» **GOAL OF THE EXERCISE**
Skipping each picture, output the entries exactly as they stand below.

» **Stored records**
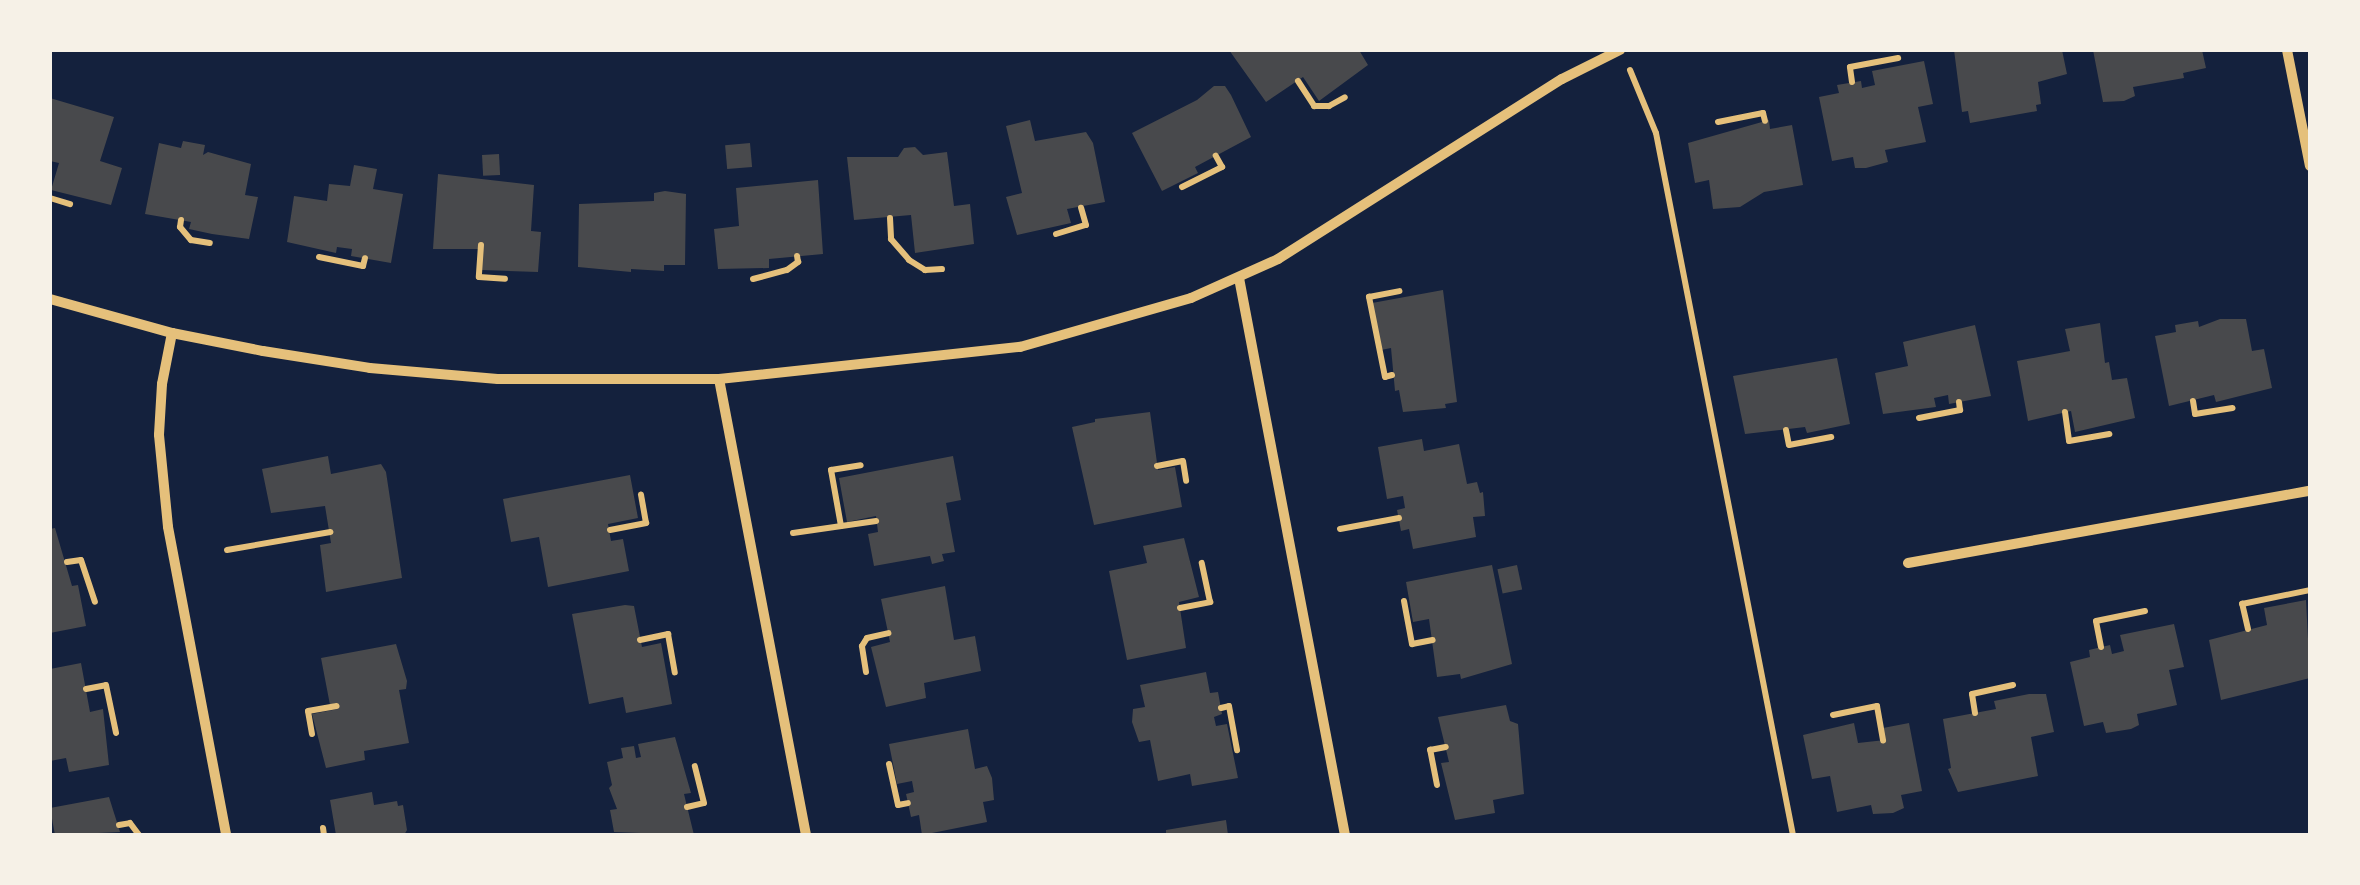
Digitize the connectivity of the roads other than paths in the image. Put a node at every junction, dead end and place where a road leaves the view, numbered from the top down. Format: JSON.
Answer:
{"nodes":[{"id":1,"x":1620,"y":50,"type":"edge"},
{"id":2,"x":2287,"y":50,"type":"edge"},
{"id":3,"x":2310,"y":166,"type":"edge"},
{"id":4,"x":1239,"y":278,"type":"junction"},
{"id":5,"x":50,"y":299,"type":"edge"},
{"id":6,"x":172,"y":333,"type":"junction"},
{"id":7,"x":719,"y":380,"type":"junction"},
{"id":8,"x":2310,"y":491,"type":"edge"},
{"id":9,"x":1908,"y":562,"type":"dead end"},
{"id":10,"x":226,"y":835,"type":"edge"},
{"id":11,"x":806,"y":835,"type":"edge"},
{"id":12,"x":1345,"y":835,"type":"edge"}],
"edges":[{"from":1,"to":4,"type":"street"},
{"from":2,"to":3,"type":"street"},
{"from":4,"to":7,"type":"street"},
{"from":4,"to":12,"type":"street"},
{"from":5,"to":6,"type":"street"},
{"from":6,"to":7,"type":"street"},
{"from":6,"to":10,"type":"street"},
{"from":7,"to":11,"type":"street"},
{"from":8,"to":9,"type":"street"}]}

» **EXERCISE RESULT**
Digitize the connectivity of the roads other than paths in the image. Put a node at every junction, dead end and place where a road leaves the view, numbered from the top down. Format: JSON.
Answer:
{"nodes":[{"id":1,"x":1620,"y":50,"type":"edge"},
{"id":2,"x":2287,"y":50,"type":"edge"},
{"id":3,"x":2310,"y":166,"type":"edge"},
{"id":4,"x":1239,"y":278,"type":"junction"},
{"id":5,"x":50,"y":299,"type":"edge"},
{"id":6,"x":172,"y":333,"type":"junction"},
{"id":7,"x":719,"y":380,"type":"junction"},
{"id":8,"x":2310,"y":491,"type":"edge"},
{"id":9,"x":1908,"y":562,"type":"dead end"},
{"id":10,"x":226,"y":835,"type":"edge"},
{"id":11,"x":806,"y":835,"type":"edge"},
{"id":12,"x":1345,"y":835,"type":"edge"}],
"edges":[{"from":1,"to":4,"type":"street"},
{"from":2,"to":3,"type":"street"},
{"from":4,"to":7,"type":"street"},
{"from":4,"to":12,"type":"street"},
{"from":5,"to":6,"type":"street"},
{"from":6,"to":7,"type":"street"},
{"from":6,"to":10,"type":"street"},
{"from":7,"to":11,"type":"street"},
{"from":8,"to":9,"type":"street"}]}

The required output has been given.